FORTUNATA (Jasmine Trinca) est une jeune italienne, joyeuse et pleine de vie, malgré son travail de coiffeuse à domicile. Elle court d’un appartement à l’autre dans la périphérie de Rome pour gagner de quoi ouvrir un salon de coiffure/tatouage. Elle est aidée dans sa course au bonheur par son ami tatoueur, sorte de frère désemparé au regard fou, (Alessandro Borghi) lui même occupé par la charge de sa mère, une vieille actrice qui perd la tête (Hanna Schygulla).

Fortunata est souriante, malgré son mari violent, violeur et jaloux (Edoardo Pesce), il refuse le divorce et lui « rend visite » quand il le décide. Aimante et dévouée, malgré les problèmes de sa fille de sept, huit ans qui n’a trouvé que le crachat comme moyen d’expulser la violence qui l’entoure. Belle et désirable malgré le rimmel qui coule et sa vie de misère.

L’enfant est envoyée chez un psy (Stefano Accorsi) et croit trouver en lui un père à l’écoute.

Fortunata, au début réticente face à cet homme trop différent de ceux de son entourage, finit par tomber amoureuse, sa fille est hors d’elle. C’est la crise.

 

Contrastant avec la noirceur du propos, le film est très coloré, des couleurs criardes, chaleur, sueur, cheveux décolorés, minijupes, semelles compensées, tatouages, des accessoires de télé réalité actuelle.

Le chemin de Fortunata est ponctué de rencontres avec la communauté chinoise souvent mise en opposition avec celle des Africains, autres couleurs. Cette accumulation d’effets colorés ne forment pas pour autant le portrait de la société italienne, le choix est délibéré d’exposer la misère et Fortunata apparait alors plus forte dans son rôle de Madone des faubourgs, toujours combattive.

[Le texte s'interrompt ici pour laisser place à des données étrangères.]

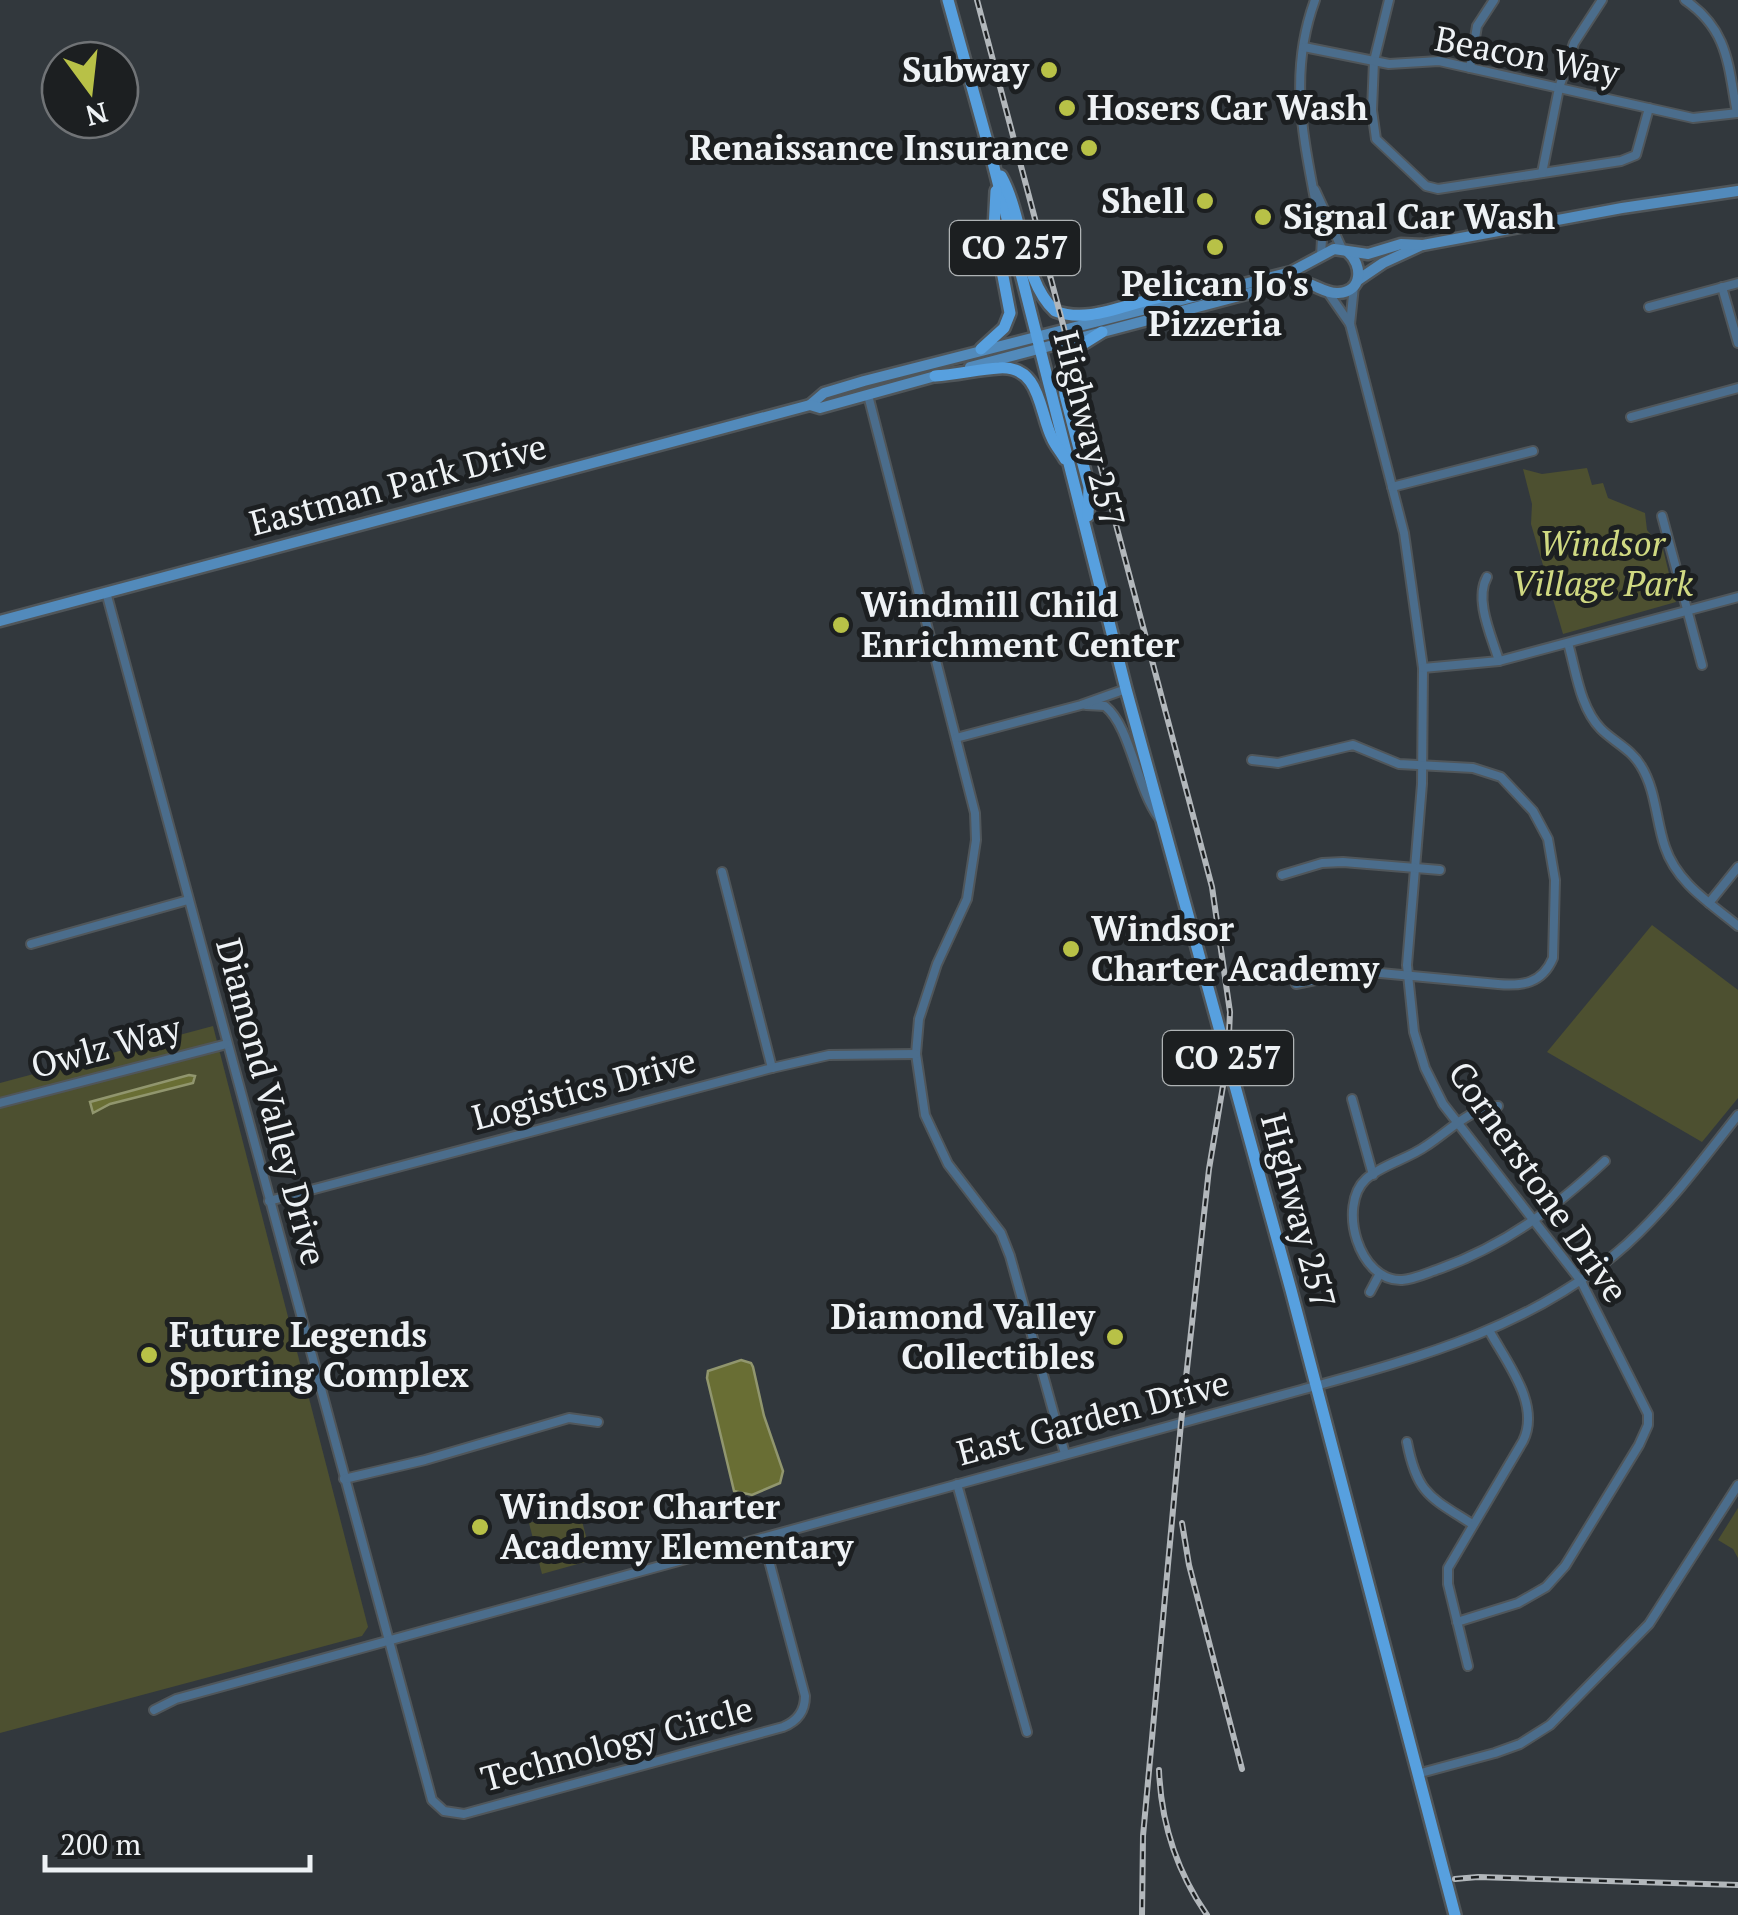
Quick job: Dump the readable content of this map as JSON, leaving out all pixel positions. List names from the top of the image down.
{
  "streets": {
    "main road": ["CO 257", "Highway 257"],
    "street": [
      "Beacon Way",
      "Eastman Park Drive",
      "Owlz Way",
      "Logistics Drive",
      "Diamond Valley Drive",
      "Cornerstone Drive",
      "East Garden Drive",
      "Technology Circle"
    ]
  },
  "crossings": [
    ["Highway 257", "Eastman Park Drive"],
    ["Highway 257", "East Garden Drive"],
    ["Eastman Park Drive", "Diamond Valley Drive"],
    ["Eastman Park Drive", "Cornerstone Drive"],
    ["Owlz Way", "Diamond Valley Drive"],
    ["Logistics Drive", "Diamond Valley Drive"],
    ["Diamond Valley Drive", "East Garden Drive"],
    ["Diamond Valley Drive", "Technology Circle"],
    ["Cornerstone Drive", "East Garden Drive"],
    ["East Garden Drive", "Technology Circle"]
  ],
  "parks": ["Windsor Village Park"],
  "places": [
    "Subway",
    "Hosers Car Wash",
    "Renaissance Insurance",
    "Shell",
    "Signal Car Wash",
    "Pelican Jo's Pizzeria",
    "Windmill Child Enrichment Center",
    "Windsor Charter Academy",
    "Diamond Valley Collectibles",
    "Future Legends Sporting Complex",
    "Windsor Charter Academy Elementary"
  ],
  "scale_bar": "200 m",
  "north": "bottom"
}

Seul moment de bonheur autorisé, son histoire d’amour, mais quel amour ?

 

 

Le rimmel qui coule est porté par Jasmine Trinca/Fortunata,et la chemise blanche immaculée par Stefano Accorsi,

un couple qui ressemble à s’y méprendre au couple

 

 

Pénelope Cruz/Italia et Sergio Castellito de « Non ti muovere » en 2004, même rimmel, même chemise blanche et mêmes relations sexuelles exacerbées.

 

Sergio Castellito est le réalisateur des deux films et Margaret Mazzantini, la scénariste et romancière, son épouse à la ville.

 

 

 

 

 

LA FEMME DOUCE (Vasilina Makovtseva) est une russe. Elle ne sourit jamais une seule fois durant tout le film, elle a de bonnes raisons. Elle vit dans une campagne déserte, sombre et humide, et son mari est en prison. Un jour le colis qu’elle lui envoie régulièrement lui revient. Elle décide alors d’entreprendre le voyage vers la prison où il est enfermé pour savoir ce qu’il se passe. Un long périple commence, seule, sans moyens, sans joie, ne rencontrant sur son chemin que des refus, de la brutalité ou de la manipulation. Des compatriotes écorchés par la vie, souvent imbibés d’alcool, des fonctionnaires obtues et très maquillées contrairement à elle qui promène son visage impassible, sans fard, blême comme un fantôme.

A chaque étape elle semble s’enfoncer plus profondément dans le chaos et l’absurde, elle se heurte à la bureaucratie, aux magouilleurs, aux soldats, aux mafieux, aux habitants d’une maison d’hôtes désespérés qui chantent et s’enivrent en jouant au strip-poker. Face à ces corps abimés, ces esprits malades, portrait d’une Russie déglinguée, la femme douce n’offre qu’un visage triste, une femme mutique, impavide, glaciale, perdue dans un labyrinthe où le danger menace à chaque rencontre. On a peur pour elle car elle se lance dans sa quête perdue d’avance avec détermination, elle ne recule jamais malgré les humiliations, la vulgarité.

 

L’unique scène qui soulage de l’angoisse pour le sort de la femme douce est une scène haute en couleurs réunissant les personnages croisés auparavant, cette fois en tenue de soirée ou en uniforme, buvant, chantant et déversant un flot de paroles à l’adresse de la femme douce, un autre voyage mais dans l’onirisme, le grotesque.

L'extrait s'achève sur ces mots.